Eugene, Vriska and Leon were back at the house, but everyone else was still out there, searching. The sun had set around two hours ago; nobody had called about anything.

Leon frowned at the clock mounted on the wall. If Sapphrel was here, the kid would be pissed…the boy wiped at his rapidly-dampening eyes. God, the kid was dead. How the hell was that real? They were fine yesterday. Hell, they were fine this morning. And then they were just…gone.

Outside, someone was yelling.

“We found him!”

Kevin. Thank fuck. Leon and Eugene immediately bolted for the door – outside, Mr. G had an unconscious Hal in his arms, surrounded by the rest of the search party. Mrs. H, at the head of the group, shooed Leon and Eugene from the doorway so Mr. G could step inside and set Hal on the couch.

“Is he alive?” Vriska asked.

“Well, his arc reactor’s still functioning,” Jeremiah said; his eyes were wide, spooked, but by what, Leon didn’t know. “But he’s not awake.”

“Maybe he passed out from exhaustion,” one of the children, Kristina, said.

“He’s a robot, he doesn’t get tired,” Leon said. Hal even made that point several times, either to brag or just to remind everyone else to let him take care of something because he wouldn’t tire of it.

“Stasis mode?” Eugene asked.

“Where did you find him?” Leon asked.

“Just over the town border,” Mr. G said, standing and brushing sand off of him. “He was just passed out in the desert for some reason.”

“Passed out…?” The only time Hal ever passed out on them was when he got Manifested all the way to an island across the world. Was that what happened? Another consciousness-astral-projection situation?

“Jesus Christ.” Ruben put a hand on his face. When that didn’t satisfy his exhaustion with the situation, he crouched down, hands on his head. “Fuck!”

“It’s not your fault, ‘Ben,” Kevin said, patting his hair.

“Everybody calm down, we have to figure out what’s going with him first.

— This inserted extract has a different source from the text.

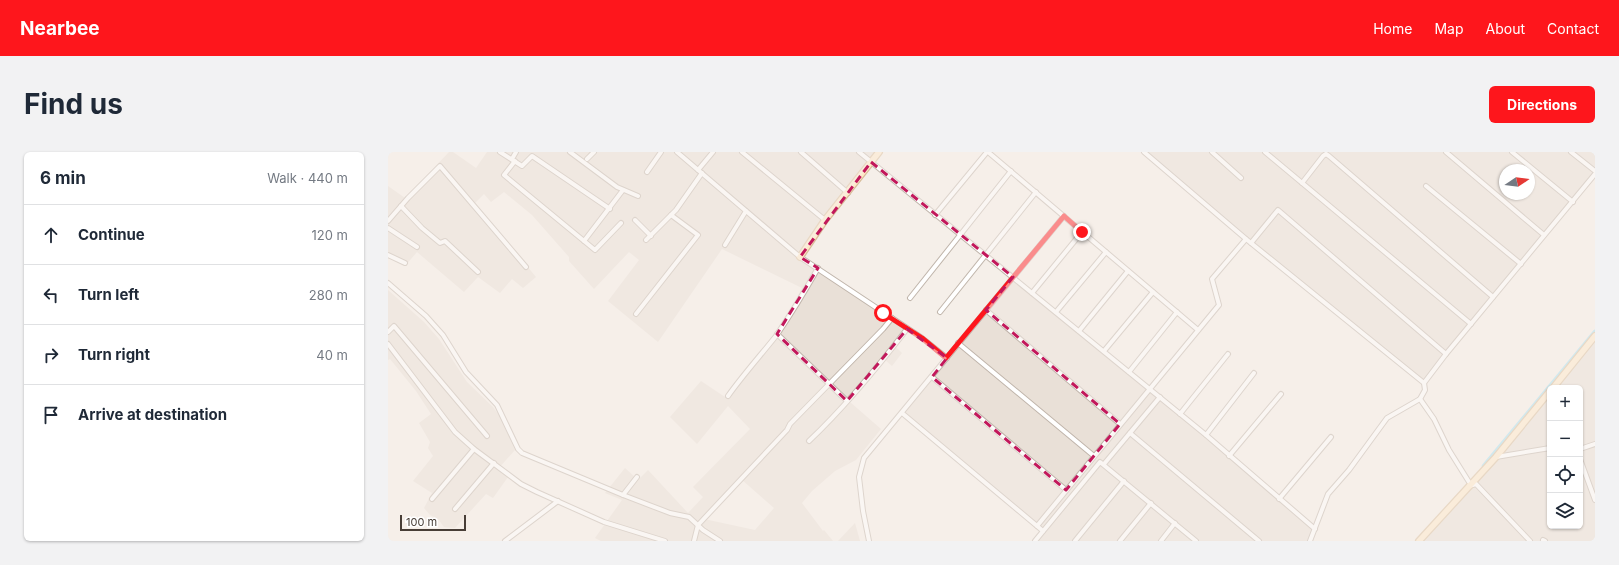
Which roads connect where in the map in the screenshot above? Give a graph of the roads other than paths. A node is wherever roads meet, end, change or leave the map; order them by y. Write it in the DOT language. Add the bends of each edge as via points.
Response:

It’s either a system error or he just put himself in stasis from stress,” Leon said. That had to be it. Because Hal wouldn’t just shut his body down for no reason, that wasn’t like him.

He sat down beside the couch his friend was laid down beside. As he did so, the bracelet hanging on Hal’s wrist caught the light overhead, and Leon took the boy’s wrist so he could take a better look at the trinket. Saph had given everyone one, and this one they’d given him last December. Leon remembered.

The gem at the center was broken, like something had burst out of it.